Vocal criticism of large exit-compensation packages, especially in light of the massive losses reported by many financial services companies, continues to crescendo among investors and now has spread to the general public. A recent decision by the Delaware Court of Chancery suggests that compensation packages may become a new source of liability for directors, adding the plaintiffs’ bar to the cacophony.

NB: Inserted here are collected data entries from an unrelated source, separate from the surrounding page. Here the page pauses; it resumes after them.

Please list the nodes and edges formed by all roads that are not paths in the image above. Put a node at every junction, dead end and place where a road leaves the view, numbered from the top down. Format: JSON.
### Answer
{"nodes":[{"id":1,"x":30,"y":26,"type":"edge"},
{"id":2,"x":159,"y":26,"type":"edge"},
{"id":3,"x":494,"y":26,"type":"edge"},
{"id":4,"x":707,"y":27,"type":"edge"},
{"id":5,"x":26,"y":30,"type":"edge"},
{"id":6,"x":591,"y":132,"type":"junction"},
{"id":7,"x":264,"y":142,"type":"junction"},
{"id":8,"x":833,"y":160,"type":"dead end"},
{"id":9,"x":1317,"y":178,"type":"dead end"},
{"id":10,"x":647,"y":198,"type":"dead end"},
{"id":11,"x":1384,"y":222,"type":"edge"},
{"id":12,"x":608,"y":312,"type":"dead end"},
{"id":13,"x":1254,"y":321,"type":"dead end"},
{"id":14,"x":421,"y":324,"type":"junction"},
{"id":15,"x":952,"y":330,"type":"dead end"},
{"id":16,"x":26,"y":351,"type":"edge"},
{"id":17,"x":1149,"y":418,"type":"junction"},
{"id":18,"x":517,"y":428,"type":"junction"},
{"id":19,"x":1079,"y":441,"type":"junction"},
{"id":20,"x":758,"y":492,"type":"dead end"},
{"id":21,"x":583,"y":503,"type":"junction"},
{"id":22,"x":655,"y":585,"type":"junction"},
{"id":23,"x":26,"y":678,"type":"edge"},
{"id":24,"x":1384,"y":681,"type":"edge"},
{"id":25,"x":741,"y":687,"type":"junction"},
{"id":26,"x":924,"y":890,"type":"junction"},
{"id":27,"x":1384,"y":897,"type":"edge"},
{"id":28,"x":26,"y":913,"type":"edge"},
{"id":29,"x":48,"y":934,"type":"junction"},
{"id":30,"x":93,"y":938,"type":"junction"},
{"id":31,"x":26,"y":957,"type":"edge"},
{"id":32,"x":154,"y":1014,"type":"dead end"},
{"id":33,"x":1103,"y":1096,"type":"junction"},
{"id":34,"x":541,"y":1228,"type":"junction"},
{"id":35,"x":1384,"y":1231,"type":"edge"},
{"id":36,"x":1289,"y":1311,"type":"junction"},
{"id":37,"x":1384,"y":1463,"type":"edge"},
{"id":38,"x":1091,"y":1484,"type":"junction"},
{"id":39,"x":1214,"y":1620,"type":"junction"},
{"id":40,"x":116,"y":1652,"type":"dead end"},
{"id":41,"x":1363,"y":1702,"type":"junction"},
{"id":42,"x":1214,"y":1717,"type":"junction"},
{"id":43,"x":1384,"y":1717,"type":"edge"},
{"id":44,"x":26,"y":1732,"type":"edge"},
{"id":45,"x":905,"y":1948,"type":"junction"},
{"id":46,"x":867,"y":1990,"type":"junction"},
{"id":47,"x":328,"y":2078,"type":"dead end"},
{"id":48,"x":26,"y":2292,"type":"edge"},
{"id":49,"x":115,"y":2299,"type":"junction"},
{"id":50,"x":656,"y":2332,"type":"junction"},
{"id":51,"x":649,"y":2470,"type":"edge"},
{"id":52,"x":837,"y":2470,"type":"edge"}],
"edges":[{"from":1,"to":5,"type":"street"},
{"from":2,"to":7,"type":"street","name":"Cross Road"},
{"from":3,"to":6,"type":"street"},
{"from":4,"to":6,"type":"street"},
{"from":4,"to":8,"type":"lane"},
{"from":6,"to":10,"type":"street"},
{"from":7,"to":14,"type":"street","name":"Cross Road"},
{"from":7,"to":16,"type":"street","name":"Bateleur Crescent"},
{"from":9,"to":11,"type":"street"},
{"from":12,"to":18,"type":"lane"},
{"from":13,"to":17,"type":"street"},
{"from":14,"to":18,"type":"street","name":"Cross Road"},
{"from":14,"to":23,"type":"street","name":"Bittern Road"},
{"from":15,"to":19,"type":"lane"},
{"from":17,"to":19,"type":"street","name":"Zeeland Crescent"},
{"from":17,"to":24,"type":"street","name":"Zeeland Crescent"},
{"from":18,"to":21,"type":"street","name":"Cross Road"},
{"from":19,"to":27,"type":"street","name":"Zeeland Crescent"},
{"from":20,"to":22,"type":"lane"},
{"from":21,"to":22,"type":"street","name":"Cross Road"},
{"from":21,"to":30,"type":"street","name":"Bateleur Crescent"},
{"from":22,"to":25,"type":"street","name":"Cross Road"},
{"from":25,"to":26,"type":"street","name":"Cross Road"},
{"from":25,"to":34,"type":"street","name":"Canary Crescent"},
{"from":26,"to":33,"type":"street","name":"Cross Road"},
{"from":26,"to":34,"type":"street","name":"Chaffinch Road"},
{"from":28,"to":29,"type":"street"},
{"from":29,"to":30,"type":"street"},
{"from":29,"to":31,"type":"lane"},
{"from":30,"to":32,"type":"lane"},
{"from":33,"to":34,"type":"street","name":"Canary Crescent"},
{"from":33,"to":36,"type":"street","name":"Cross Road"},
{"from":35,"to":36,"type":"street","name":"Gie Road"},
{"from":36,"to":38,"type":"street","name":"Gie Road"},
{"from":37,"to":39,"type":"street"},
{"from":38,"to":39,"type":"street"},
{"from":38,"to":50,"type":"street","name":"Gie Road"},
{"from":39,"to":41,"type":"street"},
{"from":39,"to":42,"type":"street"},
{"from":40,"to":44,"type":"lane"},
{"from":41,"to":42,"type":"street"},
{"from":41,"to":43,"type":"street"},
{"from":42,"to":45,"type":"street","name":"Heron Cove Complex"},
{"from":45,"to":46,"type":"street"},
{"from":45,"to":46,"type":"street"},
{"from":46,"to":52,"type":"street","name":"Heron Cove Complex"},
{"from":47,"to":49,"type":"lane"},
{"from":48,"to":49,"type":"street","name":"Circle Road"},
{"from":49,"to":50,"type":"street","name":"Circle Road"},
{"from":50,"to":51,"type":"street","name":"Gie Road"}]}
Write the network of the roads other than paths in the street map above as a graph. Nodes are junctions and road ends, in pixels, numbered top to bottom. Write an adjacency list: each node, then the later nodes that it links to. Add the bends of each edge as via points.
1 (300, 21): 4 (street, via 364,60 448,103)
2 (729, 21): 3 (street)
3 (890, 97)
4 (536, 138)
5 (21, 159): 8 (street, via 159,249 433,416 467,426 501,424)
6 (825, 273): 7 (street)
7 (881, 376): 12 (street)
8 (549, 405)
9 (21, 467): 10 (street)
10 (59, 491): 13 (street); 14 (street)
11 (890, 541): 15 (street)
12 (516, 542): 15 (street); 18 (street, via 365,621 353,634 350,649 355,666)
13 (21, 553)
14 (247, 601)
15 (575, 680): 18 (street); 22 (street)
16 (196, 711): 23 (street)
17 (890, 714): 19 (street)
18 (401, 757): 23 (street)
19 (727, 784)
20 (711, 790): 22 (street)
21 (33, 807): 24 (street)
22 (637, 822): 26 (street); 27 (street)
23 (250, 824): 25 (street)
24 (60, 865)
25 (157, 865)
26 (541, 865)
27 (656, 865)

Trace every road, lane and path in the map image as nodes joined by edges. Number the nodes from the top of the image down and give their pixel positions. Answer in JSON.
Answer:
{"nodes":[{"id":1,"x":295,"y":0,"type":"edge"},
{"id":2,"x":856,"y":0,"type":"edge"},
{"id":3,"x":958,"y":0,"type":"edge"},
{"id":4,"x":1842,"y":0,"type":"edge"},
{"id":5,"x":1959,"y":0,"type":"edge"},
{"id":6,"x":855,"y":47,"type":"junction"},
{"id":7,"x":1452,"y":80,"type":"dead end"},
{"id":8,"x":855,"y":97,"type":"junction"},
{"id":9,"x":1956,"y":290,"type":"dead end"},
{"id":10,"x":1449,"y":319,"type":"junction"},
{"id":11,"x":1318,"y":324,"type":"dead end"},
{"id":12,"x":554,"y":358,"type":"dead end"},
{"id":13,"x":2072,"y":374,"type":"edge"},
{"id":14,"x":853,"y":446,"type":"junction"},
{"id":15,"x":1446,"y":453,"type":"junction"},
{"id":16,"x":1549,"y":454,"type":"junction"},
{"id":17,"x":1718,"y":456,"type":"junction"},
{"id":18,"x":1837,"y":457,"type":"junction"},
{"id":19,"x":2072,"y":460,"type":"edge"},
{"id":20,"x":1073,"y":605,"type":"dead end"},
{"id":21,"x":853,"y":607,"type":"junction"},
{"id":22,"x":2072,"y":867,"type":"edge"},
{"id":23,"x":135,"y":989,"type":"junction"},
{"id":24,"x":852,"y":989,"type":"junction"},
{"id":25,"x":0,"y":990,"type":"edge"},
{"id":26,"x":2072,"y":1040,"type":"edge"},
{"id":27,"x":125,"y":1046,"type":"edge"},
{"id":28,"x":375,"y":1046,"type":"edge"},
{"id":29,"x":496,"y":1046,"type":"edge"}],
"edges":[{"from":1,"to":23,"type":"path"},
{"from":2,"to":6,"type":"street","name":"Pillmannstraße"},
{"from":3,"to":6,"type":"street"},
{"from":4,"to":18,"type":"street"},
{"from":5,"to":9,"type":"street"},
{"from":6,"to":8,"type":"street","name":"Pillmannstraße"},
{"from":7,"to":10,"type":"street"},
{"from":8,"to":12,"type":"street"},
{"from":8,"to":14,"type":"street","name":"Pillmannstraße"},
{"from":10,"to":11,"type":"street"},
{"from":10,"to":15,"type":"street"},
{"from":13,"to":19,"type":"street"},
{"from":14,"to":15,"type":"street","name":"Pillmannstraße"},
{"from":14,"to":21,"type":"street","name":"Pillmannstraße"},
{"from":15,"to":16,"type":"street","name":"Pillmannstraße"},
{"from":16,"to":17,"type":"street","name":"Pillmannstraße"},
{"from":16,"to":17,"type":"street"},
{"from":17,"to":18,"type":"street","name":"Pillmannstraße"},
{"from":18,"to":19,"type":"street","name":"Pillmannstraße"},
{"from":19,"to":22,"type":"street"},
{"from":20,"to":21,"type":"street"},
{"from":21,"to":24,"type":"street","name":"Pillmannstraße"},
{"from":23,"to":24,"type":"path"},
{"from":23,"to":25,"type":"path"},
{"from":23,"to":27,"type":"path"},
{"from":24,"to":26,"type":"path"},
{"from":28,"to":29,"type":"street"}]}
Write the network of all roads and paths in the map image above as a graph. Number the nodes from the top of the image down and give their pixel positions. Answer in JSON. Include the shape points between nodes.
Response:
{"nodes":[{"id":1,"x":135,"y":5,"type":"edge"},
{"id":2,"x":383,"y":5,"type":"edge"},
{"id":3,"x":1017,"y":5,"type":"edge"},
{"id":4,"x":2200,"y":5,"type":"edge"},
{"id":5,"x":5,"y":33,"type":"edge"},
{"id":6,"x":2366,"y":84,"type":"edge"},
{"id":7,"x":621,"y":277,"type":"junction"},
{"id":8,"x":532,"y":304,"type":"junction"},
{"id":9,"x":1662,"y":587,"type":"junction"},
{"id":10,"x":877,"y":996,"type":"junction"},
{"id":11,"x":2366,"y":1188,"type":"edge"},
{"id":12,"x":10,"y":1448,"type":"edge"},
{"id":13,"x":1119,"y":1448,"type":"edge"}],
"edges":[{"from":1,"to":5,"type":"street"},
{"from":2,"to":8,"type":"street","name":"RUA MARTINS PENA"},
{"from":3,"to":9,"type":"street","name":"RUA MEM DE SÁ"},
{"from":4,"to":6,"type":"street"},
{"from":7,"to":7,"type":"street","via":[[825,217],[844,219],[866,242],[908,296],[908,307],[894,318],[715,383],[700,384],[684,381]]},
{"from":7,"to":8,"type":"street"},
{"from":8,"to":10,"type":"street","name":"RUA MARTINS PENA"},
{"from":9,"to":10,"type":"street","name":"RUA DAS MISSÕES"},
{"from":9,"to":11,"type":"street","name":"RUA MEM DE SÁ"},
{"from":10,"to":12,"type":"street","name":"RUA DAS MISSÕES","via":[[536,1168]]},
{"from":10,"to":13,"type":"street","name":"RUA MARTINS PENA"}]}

The plaintiffs in In Re Citigroup Inc. Shareholder Derivative Litigation, No. 3338-CC, alleged that Citigroup’s directors had breached their fiduciary duties by failing to monitor and manage the risk Citigroup faced from subprime-backed collateralized debt obligations and by failing to adequately disclose the extent of Citigroup’s exposure to those assets. In addition, the plaintiffs alleged that Citigroup’s directors were liable for committing corporate waste by authorizing investments in subprime assets while the subprime market was failing, not suspending Citigroup’s share repurchase program, and approving a payment and benefit package for retiring CEO Charles Prince that the plaintiffs estimated at approximately $68 million.

In response to the plaintiffs’ argument that demand upon the Citigroup board to bring suit was futile, and to the directors’ motion to dismiss, Chancellor Chandler, writing for the court, dismissed the plaintiffs’ claims that Citigroup’s board had failed to adequately monitor risks. The court also dismissed the waste claims stemming from Citigroup’s additional investments in subprime assets and continuing its share repurchase program. The court, however, excused plaintiffs’ failure to demand and refused to dismiss the claim alleging corporate waste resulting from Prince’s retirement package.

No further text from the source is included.